Only a number is expected: the count of lines in the listing where "Docteur" occurs.
═════ DATA EXTRACT
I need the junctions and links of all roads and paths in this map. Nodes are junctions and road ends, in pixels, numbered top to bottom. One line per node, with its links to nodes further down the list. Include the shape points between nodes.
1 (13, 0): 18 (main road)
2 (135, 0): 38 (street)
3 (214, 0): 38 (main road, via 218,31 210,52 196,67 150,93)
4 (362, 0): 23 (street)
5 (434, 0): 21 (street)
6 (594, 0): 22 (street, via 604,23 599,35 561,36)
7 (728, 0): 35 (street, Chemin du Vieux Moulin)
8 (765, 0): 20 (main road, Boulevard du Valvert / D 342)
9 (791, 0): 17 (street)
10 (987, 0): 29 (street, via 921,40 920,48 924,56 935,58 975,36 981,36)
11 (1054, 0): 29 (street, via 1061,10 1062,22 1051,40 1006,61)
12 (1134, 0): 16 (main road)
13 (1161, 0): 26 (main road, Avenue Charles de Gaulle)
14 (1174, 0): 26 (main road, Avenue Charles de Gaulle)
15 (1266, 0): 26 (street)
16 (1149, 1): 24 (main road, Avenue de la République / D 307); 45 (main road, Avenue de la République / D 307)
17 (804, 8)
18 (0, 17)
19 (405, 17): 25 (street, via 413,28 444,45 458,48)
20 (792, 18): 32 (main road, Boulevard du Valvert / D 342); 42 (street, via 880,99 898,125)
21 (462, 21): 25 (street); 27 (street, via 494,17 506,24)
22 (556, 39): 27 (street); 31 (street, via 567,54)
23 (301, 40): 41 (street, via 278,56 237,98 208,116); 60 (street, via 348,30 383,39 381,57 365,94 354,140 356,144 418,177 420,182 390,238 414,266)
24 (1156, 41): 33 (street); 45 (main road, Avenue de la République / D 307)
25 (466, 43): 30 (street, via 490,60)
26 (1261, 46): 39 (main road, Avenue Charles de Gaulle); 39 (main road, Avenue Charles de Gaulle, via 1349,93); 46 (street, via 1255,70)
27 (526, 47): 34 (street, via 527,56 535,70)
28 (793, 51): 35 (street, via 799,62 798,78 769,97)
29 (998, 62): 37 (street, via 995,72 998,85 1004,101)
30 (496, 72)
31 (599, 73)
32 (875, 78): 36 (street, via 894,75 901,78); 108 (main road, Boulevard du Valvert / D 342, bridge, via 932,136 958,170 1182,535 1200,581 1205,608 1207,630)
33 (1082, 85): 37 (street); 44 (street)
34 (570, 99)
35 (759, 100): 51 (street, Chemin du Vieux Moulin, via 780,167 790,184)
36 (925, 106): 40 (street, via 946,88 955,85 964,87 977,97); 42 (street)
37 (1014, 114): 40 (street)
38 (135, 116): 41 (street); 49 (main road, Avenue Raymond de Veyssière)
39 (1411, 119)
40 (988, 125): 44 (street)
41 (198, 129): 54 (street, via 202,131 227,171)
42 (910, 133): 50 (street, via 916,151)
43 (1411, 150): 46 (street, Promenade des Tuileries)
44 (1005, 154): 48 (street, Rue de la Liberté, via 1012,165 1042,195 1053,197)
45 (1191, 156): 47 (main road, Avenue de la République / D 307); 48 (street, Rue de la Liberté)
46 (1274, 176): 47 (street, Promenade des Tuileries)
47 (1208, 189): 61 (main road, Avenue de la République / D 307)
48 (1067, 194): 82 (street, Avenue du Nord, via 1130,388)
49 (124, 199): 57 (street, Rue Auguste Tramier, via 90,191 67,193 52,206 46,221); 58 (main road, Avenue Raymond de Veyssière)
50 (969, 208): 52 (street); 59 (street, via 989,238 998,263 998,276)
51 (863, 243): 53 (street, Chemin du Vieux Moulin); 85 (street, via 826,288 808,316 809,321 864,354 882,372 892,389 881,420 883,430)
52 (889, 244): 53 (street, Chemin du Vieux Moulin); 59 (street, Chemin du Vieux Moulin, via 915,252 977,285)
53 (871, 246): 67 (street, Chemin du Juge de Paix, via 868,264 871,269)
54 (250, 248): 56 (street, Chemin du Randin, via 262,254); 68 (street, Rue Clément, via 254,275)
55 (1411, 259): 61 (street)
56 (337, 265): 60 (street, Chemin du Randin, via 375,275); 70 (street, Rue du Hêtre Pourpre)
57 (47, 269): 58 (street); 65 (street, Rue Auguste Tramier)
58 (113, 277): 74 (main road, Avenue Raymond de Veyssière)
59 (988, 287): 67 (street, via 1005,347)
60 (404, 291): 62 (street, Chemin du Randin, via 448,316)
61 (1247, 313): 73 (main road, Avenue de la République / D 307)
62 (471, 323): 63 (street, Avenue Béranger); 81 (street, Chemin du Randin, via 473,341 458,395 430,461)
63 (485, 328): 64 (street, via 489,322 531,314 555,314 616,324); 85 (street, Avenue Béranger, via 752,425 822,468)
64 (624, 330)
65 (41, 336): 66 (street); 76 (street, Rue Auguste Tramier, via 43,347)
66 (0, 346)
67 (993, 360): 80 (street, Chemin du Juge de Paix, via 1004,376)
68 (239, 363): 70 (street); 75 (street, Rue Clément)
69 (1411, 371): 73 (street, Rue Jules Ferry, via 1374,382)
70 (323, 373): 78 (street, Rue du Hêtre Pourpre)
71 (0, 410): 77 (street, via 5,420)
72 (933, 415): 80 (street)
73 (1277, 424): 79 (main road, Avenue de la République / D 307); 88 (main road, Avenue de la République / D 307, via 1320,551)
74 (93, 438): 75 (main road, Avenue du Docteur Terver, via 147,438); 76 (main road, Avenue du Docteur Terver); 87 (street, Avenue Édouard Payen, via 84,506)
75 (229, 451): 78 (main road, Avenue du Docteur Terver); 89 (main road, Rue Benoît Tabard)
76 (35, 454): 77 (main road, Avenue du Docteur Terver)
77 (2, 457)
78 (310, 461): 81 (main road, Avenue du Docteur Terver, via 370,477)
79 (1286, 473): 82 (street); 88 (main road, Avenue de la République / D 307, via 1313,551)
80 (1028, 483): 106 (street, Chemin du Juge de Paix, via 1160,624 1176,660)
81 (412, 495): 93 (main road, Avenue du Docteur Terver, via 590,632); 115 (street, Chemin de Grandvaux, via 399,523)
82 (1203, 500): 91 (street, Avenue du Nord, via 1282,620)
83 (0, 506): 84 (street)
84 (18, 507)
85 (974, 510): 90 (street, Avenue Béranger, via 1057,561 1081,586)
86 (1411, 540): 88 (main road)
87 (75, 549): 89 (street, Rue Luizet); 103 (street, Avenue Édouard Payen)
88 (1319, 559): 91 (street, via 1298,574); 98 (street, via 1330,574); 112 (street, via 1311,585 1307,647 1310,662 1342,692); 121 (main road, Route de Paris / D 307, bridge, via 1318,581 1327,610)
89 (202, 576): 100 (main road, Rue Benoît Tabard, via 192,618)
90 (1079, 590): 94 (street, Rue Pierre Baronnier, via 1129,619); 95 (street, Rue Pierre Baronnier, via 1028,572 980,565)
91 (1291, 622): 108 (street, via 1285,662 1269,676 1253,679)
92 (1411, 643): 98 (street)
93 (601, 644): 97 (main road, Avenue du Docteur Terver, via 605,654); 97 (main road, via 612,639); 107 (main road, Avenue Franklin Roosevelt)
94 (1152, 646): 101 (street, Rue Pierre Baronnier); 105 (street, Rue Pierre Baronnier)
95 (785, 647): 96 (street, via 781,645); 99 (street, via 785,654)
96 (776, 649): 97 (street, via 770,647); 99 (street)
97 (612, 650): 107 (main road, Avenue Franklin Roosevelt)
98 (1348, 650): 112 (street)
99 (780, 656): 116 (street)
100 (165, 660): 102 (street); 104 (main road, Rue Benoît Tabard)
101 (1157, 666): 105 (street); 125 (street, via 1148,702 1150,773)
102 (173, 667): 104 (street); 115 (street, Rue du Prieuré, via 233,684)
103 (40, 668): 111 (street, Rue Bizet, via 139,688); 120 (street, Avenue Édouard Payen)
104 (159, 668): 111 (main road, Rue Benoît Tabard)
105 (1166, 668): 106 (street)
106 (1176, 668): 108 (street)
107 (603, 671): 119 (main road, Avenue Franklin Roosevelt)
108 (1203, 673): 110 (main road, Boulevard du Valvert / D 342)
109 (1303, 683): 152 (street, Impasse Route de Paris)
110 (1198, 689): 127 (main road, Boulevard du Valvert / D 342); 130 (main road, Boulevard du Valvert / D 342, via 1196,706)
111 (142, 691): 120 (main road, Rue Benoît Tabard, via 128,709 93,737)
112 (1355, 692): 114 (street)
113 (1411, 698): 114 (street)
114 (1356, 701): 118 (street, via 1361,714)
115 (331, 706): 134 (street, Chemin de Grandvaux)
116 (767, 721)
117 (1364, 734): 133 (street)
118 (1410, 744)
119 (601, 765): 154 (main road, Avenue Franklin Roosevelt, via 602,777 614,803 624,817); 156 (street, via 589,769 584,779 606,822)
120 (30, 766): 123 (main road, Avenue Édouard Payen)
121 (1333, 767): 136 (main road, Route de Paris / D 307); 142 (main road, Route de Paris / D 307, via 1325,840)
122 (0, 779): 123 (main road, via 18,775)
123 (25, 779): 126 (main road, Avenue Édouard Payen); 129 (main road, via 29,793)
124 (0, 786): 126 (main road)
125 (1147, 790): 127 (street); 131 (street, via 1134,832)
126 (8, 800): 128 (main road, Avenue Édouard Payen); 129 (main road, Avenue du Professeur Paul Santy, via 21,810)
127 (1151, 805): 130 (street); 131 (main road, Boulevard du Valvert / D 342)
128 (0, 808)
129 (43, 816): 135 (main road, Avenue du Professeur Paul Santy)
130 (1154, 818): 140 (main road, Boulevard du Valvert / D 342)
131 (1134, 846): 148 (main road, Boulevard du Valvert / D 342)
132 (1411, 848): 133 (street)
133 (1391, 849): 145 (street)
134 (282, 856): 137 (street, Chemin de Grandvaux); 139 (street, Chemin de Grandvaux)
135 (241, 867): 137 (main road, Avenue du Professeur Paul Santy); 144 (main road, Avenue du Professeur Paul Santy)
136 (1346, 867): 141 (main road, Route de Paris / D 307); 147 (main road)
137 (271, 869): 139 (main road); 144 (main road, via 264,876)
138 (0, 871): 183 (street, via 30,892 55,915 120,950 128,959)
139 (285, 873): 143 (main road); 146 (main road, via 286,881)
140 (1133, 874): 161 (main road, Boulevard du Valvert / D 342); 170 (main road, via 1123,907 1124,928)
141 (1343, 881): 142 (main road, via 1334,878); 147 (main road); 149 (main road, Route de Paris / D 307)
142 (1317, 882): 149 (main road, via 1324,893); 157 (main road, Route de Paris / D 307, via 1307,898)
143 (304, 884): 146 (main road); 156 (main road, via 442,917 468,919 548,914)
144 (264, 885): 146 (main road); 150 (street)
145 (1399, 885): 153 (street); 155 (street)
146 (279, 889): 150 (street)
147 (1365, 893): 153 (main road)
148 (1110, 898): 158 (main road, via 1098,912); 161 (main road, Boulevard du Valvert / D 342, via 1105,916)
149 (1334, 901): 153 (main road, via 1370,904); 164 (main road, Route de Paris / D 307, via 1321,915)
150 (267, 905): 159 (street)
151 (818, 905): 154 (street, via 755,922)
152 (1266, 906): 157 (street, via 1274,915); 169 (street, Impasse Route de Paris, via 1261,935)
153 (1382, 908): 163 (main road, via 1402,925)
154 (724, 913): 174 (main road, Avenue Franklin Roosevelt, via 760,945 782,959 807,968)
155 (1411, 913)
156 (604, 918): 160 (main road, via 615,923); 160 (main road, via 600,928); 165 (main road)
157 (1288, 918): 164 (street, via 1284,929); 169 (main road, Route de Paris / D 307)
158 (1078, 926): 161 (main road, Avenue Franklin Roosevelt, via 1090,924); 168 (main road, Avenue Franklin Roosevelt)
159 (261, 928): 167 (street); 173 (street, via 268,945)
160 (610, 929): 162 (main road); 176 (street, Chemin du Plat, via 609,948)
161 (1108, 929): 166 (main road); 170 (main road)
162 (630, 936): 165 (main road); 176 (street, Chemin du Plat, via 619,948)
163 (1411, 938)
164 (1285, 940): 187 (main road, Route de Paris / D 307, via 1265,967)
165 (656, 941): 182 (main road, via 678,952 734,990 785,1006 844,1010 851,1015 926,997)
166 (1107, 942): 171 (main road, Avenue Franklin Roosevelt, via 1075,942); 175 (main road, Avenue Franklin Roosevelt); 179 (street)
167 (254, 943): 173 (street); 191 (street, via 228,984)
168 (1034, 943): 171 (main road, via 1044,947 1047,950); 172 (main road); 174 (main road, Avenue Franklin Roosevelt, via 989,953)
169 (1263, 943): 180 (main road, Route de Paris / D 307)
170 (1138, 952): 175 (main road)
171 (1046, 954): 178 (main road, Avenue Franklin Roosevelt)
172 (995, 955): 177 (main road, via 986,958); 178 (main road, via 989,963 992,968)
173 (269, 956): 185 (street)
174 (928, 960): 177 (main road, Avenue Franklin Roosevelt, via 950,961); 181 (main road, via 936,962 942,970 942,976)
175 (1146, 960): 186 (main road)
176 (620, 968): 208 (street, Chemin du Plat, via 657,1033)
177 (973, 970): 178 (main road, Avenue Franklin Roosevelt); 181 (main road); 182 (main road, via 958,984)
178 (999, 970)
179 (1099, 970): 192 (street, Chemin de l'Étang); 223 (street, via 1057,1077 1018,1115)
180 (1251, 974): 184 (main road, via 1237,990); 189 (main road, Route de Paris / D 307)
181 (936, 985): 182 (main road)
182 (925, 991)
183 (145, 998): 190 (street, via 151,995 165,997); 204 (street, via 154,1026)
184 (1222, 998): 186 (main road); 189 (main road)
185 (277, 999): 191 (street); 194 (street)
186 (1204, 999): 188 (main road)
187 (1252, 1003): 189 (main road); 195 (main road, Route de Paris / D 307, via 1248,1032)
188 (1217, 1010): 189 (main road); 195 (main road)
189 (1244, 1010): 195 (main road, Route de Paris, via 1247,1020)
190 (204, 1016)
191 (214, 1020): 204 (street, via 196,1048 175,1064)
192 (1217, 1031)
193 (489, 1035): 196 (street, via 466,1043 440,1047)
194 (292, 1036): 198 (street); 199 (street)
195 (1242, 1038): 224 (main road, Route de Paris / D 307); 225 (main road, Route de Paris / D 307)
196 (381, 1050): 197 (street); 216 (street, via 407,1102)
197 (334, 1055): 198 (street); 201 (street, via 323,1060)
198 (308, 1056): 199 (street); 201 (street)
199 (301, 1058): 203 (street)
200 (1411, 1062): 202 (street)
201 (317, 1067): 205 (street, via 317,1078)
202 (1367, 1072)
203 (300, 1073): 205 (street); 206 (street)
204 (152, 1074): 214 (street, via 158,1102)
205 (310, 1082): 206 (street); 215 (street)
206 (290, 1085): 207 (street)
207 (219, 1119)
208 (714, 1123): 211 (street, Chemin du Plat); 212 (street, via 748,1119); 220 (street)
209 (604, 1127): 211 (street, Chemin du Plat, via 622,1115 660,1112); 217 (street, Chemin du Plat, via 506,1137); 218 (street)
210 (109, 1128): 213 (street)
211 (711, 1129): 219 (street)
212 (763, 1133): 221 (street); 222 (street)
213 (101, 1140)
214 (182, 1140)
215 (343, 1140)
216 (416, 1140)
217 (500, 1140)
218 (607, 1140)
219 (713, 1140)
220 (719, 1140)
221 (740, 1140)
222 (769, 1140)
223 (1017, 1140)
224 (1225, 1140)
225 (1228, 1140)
══════════
TASK RESULT:
6